[Task statement]: Each line from the one that contains "middle mcp: (315, 222)" to the end of the material must be quoted exactly; include both end lines and nothing else.
Start of Block
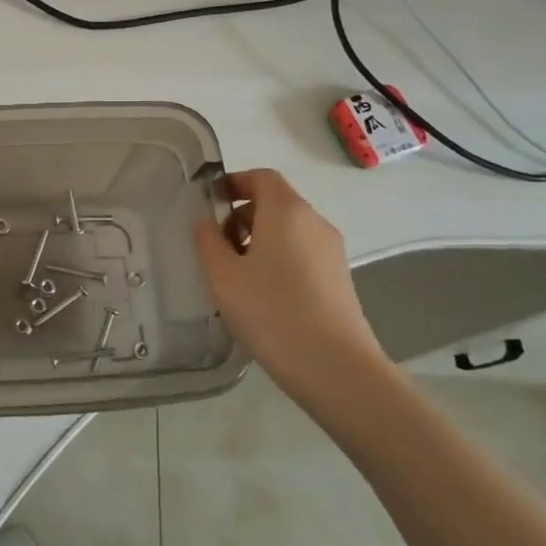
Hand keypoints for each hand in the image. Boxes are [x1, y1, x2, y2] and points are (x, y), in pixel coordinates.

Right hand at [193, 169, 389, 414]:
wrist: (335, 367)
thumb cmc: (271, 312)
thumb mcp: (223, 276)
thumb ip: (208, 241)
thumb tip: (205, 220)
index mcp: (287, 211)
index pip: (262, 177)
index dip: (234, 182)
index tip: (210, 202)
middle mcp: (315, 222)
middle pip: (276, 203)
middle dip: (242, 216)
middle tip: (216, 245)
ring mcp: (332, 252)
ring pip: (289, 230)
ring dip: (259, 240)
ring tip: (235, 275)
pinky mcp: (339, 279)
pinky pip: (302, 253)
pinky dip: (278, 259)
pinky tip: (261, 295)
End of Block
[Task result]:
middle mcp: (315, 222)
middle pip: (276, 203)
middle dip: (242, 216)
middle tip: (216, 245)
ring mcp: (332, 252)
ring pip: (289, 230)
ring dip: (259, 240)
ring tip: (235, 275)
pinky mcp: (339, 279)
pinky pip: (302, 253)
pinky dip: (278, 259)
pinky tip: (261, 295)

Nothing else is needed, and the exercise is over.